#### PROBLEM STATEMENT
Your answer should consist of each line from the data below that contains "paths".

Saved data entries
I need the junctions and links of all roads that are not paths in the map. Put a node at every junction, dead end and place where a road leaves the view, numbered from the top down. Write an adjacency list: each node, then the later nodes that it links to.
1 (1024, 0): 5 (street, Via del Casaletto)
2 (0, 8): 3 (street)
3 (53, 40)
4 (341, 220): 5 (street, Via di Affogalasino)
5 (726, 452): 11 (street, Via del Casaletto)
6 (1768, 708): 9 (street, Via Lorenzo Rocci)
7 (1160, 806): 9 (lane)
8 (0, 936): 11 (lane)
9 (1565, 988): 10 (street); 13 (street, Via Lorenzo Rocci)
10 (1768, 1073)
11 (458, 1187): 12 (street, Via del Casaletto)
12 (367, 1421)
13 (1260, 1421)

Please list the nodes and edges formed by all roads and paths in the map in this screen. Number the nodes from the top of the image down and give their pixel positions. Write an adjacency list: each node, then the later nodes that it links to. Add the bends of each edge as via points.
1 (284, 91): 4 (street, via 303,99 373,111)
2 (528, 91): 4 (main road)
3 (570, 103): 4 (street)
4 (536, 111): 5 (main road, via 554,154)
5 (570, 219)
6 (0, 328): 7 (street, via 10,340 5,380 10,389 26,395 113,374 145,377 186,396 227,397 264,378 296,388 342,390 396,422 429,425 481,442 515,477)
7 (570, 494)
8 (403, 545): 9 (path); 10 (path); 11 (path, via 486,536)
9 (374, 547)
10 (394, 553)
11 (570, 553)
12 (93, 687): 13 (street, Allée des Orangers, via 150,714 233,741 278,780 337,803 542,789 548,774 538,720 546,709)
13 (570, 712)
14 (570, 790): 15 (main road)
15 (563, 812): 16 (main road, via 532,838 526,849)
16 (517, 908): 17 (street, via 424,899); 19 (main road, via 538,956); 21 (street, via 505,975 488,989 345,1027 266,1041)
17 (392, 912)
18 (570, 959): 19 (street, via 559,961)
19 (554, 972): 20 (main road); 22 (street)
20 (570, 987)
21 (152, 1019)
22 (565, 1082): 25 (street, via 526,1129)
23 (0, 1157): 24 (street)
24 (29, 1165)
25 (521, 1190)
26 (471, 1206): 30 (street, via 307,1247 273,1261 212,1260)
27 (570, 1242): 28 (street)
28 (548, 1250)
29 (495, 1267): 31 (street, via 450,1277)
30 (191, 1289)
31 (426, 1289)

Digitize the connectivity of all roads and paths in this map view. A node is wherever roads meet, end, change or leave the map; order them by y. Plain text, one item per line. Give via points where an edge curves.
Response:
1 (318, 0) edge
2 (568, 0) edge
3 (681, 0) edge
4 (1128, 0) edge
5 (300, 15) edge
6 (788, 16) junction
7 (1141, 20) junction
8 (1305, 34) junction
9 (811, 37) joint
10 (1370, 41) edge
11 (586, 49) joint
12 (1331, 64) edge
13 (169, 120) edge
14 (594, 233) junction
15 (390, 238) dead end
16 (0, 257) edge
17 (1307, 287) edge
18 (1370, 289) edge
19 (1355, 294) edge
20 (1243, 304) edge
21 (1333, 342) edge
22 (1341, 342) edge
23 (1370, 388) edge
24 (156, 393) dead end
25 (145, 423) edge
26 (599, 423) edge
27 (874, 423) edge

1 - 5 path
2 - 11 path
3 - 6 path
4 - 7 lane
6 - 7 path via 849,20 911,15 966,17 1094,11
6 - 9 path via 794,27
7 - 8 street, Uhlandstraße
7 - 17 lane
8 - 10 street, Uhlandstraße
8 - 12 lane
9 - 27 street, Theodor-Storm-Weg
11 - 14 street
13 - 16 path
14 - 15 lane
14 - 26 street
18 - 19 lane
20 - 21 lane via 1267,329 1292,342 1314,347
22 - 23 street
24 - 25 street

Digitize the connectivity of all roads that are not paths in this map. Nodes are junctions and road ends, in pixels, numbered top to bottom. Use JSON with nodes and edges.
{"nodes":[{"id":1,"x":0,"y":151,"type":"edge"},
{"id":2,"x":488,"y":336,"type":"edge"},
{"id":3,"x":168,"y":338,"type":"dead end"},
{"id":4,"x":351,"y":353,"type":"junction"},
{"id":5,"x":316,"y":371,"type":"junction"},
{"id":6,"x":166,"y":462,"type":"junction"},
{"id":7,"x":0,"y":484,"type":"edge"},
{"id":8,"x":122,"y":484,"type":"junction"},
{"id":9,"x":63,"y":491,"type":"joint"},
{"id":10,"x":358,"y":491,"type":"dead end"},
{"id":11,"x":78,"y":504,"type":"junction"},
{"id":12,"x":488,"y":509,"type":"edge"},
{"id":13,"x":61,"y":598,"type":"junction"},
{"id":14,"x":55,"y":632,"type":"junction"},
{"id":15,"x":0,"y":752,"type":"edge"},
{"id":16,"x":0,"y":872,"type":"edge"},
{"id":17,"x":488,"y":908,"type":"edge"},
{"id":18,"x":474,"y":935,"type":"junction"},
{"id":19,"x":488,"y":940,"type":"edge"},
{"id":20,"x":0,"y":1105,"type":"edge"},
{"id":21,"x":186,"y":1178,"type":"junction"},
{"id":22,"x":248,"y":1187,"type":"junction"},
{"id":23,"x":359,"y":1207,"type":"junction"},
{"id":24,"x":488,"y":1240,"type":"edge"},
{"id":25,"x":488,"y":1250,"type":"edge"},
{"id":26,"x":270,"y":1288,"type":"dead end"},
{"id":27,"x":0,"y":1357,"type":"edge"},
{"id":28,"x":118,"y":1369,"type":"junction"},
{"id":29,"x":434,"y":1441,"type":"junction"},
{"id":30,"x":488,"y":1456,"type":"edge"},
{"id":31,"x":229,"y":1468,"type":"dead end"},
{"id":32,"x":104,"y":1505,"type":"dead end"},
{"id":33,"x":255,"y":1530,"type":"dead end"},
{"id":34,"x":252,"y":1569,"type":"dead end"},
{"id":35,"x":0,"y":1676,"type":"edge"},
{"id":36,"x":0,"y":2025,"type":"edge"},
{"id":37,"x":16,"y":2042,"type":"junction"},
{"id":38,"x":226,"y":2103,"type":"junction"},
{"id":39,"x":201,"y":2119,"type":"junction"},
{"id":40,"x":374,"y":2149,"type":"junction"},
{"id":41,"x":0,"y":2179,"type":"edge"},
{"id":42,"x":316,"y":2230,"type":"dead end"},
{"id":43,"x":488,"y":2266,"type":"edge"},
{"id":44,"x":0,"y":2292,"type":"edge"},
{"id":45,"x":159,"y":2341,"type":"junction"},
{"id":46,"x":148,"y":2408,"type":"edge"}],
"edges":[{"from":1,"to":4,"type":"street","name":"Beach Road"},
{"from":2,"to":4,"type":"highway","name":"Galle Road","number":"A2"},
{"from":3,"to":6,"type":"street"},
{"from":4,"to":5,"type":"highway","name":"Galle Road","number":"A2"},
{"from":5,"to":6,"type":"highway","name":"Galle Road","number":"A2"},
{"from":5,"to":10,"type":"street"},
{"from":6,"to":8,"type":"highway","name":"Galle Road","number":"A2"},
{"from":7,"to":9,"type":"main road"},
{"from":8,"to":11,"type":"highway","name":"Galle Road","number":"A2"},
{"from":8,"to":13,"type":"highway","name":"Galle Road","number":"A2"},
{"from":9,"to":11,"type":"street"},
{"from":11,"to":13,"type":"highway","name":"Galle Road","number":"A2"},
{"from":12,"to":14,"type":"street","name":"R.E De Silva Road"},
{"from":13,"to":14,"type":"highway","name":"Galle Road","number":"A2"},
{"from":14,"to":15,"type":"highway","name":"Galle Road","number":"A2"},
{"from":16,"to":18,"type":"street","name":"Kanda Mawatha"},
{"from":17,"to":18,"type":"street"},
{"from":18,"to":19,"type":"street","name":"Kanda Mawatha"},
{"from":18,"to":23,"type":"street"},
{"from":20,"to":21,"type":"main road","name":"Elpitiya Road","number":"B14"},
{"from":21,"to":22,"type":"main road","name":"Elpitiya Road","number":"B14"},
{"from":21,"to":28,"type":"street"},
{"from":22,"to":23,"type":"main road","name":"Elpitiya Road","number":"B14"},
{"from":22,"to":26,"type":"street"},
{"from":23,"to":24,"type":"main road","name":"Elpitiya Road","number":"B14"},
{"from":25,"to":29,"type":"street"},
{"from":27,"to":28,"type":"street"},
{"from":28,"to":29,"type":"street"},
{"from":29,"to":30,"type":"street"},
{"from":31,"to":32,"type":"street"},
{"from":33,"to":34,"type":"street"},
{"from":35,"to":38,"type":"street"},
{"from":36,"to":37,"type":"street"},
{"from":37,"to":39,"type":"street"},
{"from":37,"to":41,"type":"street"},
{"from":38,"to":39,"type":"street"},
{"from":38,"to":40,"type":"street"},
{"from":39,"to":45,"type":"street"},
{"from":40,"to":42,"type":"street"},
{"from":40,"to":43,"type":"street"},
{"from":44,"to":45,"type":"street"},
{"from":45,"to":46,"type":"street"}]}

#### RESPONSE TO THE EXERCISE
I need the junctions and links of all roads that are not paths in the map. Put a node at every junction, dead end and place where a road leaves the view, numbered from the top down. Write an adjacency list: each node, then the later nodes that it links to.
Please list the nodes and edges formed by all roads and paths in the map in this screen. Number the nodes from the top of the image down and give their pixel positions. Write an adjacency list: each node, then the later nodes that it links to. Add the bends of each edge as via points.
Digitize the connectivity of all roads and paths in this map view. A node is wherever roads meet, end, change or leave the map; order them by y. Plain text, one item per line. Give via points where an edge curves.
Digitize the connectivity of all roads that are not paths in this map. Nodes are junctions and road ends, in pixels, numbered top to bottom. Use JSON with nodes and edges.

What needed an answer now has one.